March 5, 2021

Book Review - House of Dreams: The Life of L. M. Montgomery by Liz Rosenberg


House of Dreams: The Life of L. M. Montgomery

by Liz Rosenberg
illustrated by Julie Morstad

Genres: Biography, Nonfiction, Canadian History, Middle Grade
Publisher: Candlewick Press
Length: 339 pages
Published: June 12, 2018
Purchase Links: Amazon, Barnes & Noble

Official Book Summary:

"An affecting biography of the author of Anne of Green Gables is the first for young readers to include revelations about her last days and to encompass the complexity of a brilliant and sometimes troubled life.

Once upon a time, there was a girl named Maud who adored stories. When she was fourteen years old, Maud wrote in her journal, 'I love books. I hope when I grow up to be able to have lots of them.' Not only did Maud grow up to own lots of books, she wrote twenty-four of them herself as L. M. Montgomery, the world-renowned author of Anne of Green Gables. For many years, not a great deal was known about Maud’s personal life. Her childhood was spent with strict, undemonstrative grandparents, and her reflections on writing, her lifelong struggles with anxiety and depression, her 'year of mad passion,' and her difficult married life remained locked away, buried deep within her unpublished personal journals. Through this revealing and deeply moving biography, kindred spirits of all ages who, like Maud, never gave up 'the substance of things hoped for' will be captivated anew by the words of this remarkable woman."

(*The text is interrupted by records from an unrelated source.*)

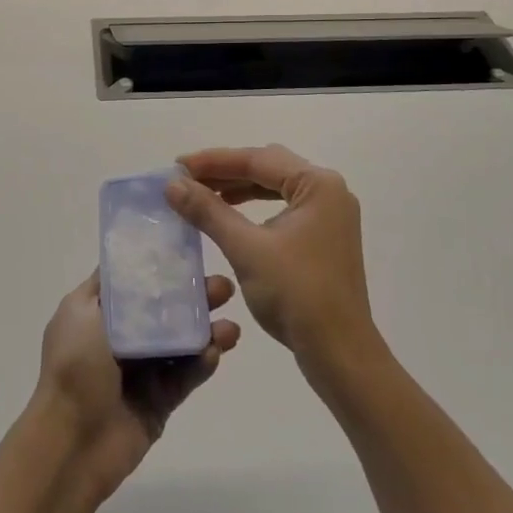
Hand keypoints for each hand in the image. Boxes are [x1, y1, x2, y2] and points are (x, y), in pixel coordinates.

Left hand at [33, 269, 240, 500]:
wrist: (71, 442)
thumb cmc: (74, 367)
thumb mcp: (81, 312)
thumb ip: (109, 285)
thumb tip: (127, 258)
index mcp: (99, 313)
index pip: (134, 282)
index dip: (160, 267)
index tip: (191, 253)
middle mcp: (121, 337)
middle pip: (164, 310)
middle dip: (194, 297)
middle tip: (224, 288)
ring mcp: (142, 370)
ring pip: (181, 342)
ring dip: (206, 331)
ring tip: (231, 328)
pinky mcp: (159, 400)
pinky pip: (185, 376)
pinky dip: (201, 364)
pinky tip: (216, 352)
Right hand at [168, 146, 383, 380]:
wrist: (339, 353)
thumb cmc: (296, 294)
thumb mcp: (246, 249)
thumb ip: (208, 211)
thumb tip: (172, 184)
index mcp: (318, 184)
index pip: (258, 159)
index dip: (213, 161)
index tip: (177, 165)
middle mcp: (329, 191)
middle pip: (268, 167)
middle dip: (226, 171)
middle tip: (187, 178)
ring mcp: (330, 214)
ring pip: (275, 187)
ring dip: (239, 189)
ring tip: (202, 194)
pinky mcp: (325, 236)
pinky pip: (284, 207)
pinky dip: (255, 207)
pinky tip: (230, 216)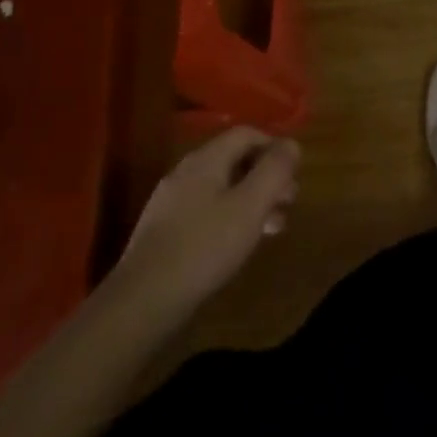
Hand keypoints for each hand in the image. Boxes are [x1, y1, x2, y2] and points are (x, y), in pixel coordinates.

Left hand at [112, 128, 299, 317]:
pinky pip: (206, 211)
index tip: (294, 172)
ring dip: (252, 200)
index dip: (274, 146)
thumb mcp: (250, 205)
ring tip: (272, 228)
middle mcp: (186, 173)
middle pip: (235, 160)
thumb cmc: (204, 247)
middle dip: (266, 177)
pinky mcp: (164, 232)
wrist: (141, 302)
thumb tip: (291, 144)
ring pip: (222, 188)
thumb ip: (274, 170)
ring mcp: (171, 203)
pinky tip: (238, 244)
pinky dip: (230, 218)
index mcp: (206, 160)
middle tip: (289, 202)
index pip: (246, 133)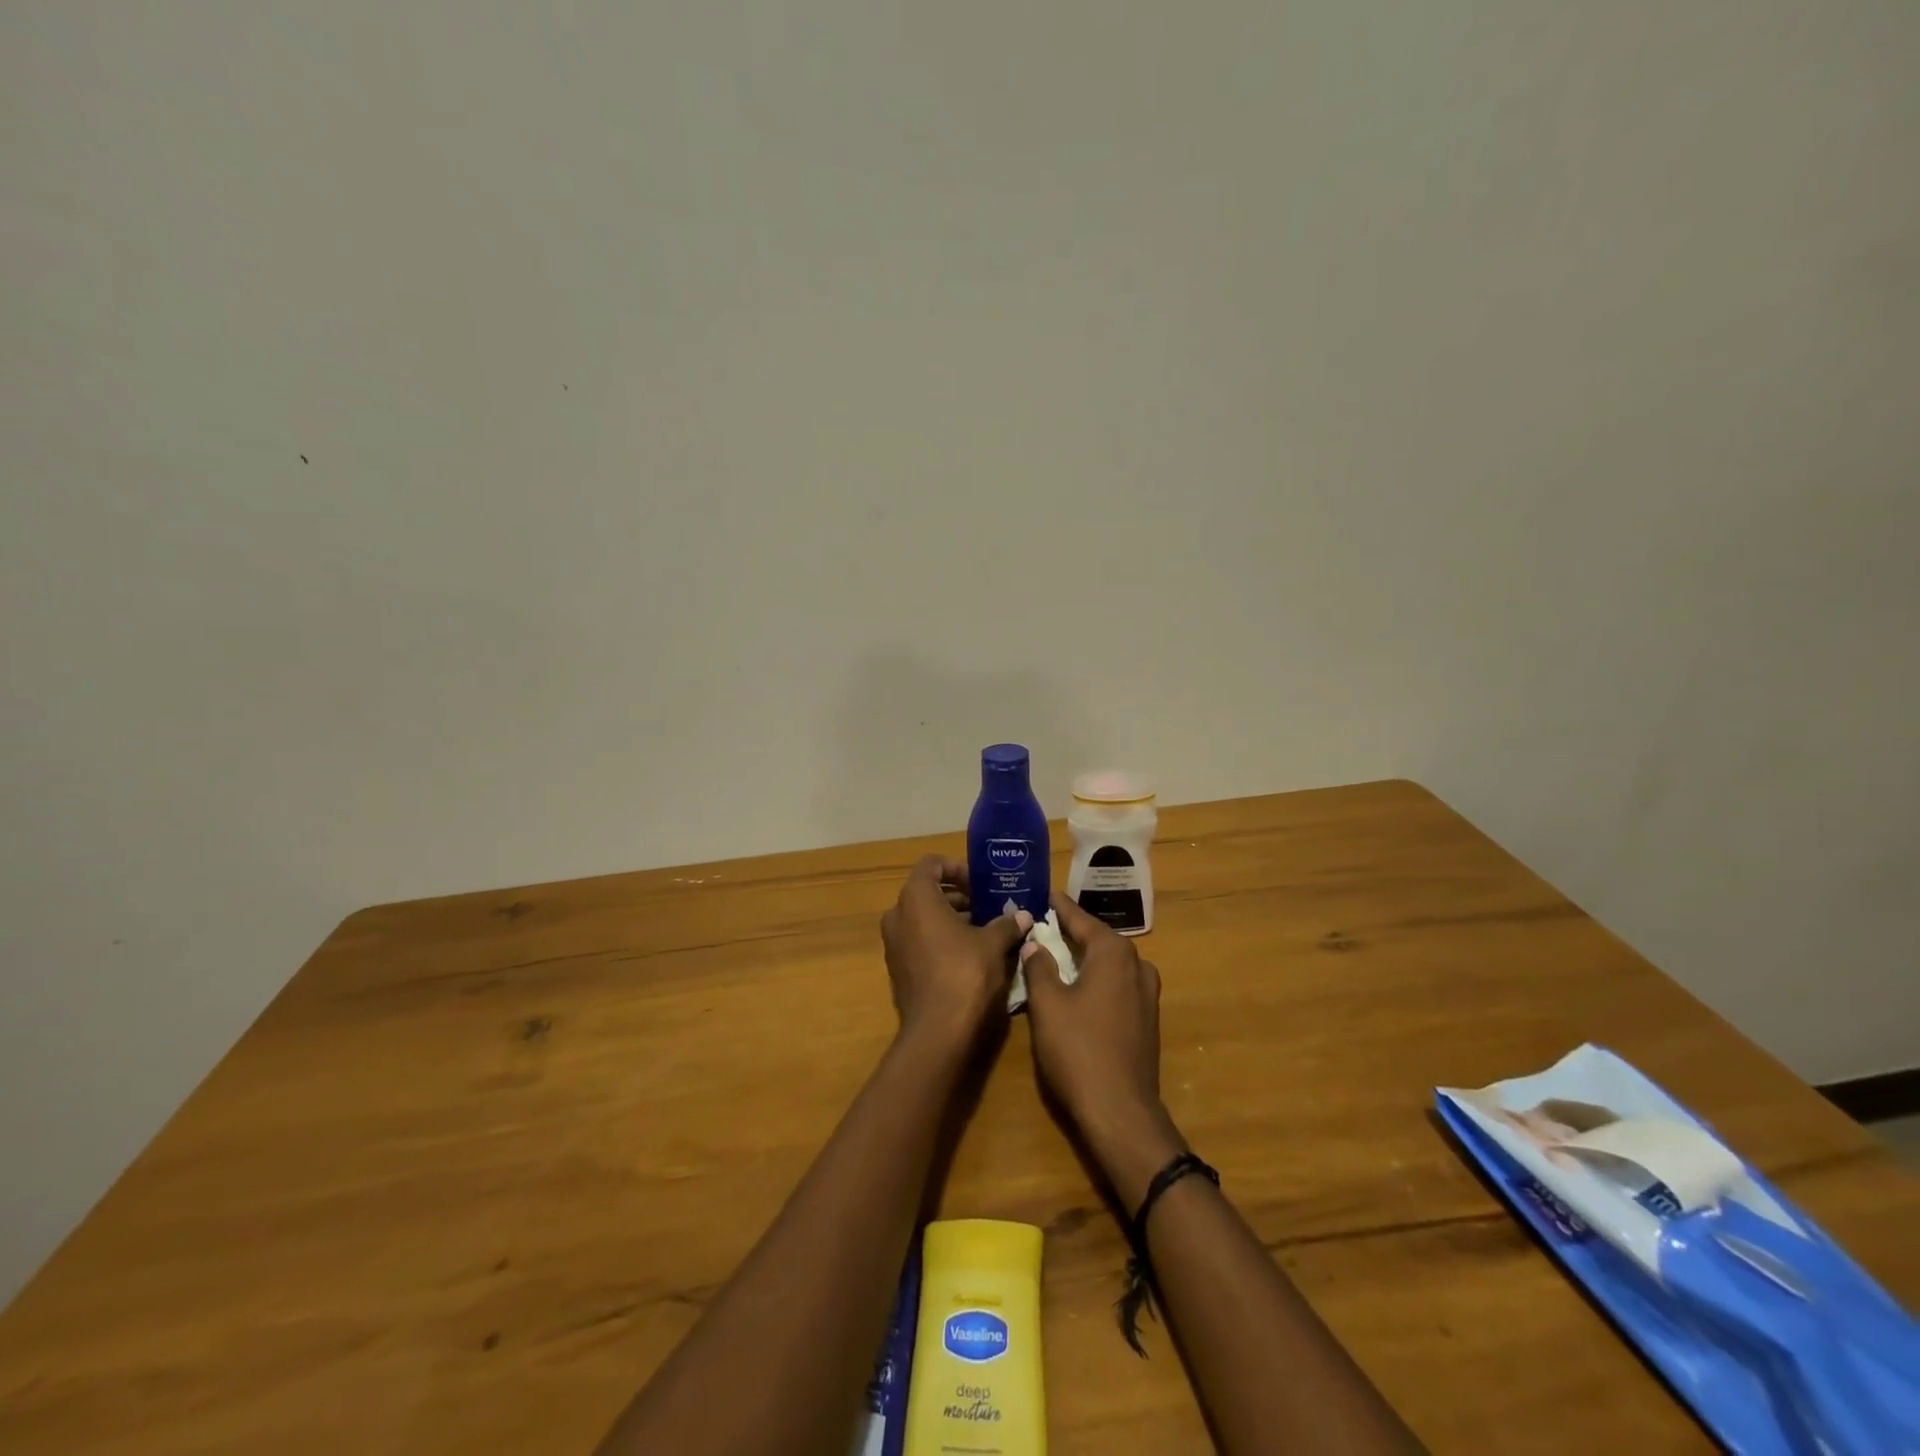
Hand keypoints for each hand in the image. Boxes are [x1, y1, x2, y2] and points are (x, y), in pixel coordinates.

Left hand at [881, 856, 1029, 1045]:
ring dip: (951, 919)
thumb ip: (1007, 924)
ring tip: (984, 930)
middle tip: (988, 907)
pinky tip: (970, 954)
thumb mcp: (993, 944)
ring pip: (923, 919)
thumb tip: (1024, 915)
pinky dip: (941, 940)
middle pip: (927, 892)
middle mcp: (898, 916)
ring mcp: (894, 945)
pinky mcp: (899, 970)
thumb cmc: (965, 974)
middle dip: (958, 896)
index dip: (957, 868)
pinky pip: (919, 942)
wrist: (938, 1033)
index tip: (981, 884)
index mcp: (916, 899)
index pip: (931, 865)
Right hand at [1024, 893, 1183, 1196]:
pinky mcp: (1146, 1019)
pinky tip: (1077, 985)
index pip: (1081, 919)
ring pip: (1109, 963)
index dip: (1059, 907)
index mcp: (1113, 953)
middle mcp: (1137, 965)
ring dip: (1085, 955)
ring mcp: (1146, 994)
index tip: (1043, 893)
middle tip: (1043, 921)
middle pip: (1098, 939)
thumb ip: (1039, 967)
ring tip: (1057, 950)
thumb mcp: (1047, 1004)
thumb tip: (1034, 943)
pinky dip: (1096, 977)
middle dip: (1072, 930)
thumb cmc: (1078, 1049)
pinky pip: (1116, 984)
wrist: (1120, 1111)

"She had come to a bend in the road--though at that moment she could not see around it. It seemed merely the end of a vibrant June day. She had a new friend in town, and she had begun a new story. Maud had no way of knowing that absolutely everything in her life was about to change."


"On a late June afternoon in 1905, Maud Montgomery sad in her grandmother's kitchen, writing. She sat not at the kitchen table, but perched on top of it, her feet set neatly on a nearby sofa, her notebook propped against her knees. From here she could jump down if someone stopped by for their mail, as was likely to happen--for the kitchen doubled as the post office of Cavendish, a tiny seaside village on Prince Edward Island.
Maud was thirty, but she looked younger, barely out of her teens. She had large, sparkling gray-blue eyes with long eyelashes, and a small mouth she sometimes covered with her hand, since she thought her teeth were her worst feature. She was medium height, slight, trim, and erect. Maud believed her one beauty to be her lustrous hair, a feature she'd inherited from her late mother. When she let it down at night, her hair hung past her knees in masses of soft brown waves. But most of the time she wore it up, pinned under the most fanciful and elaborate hats she could find.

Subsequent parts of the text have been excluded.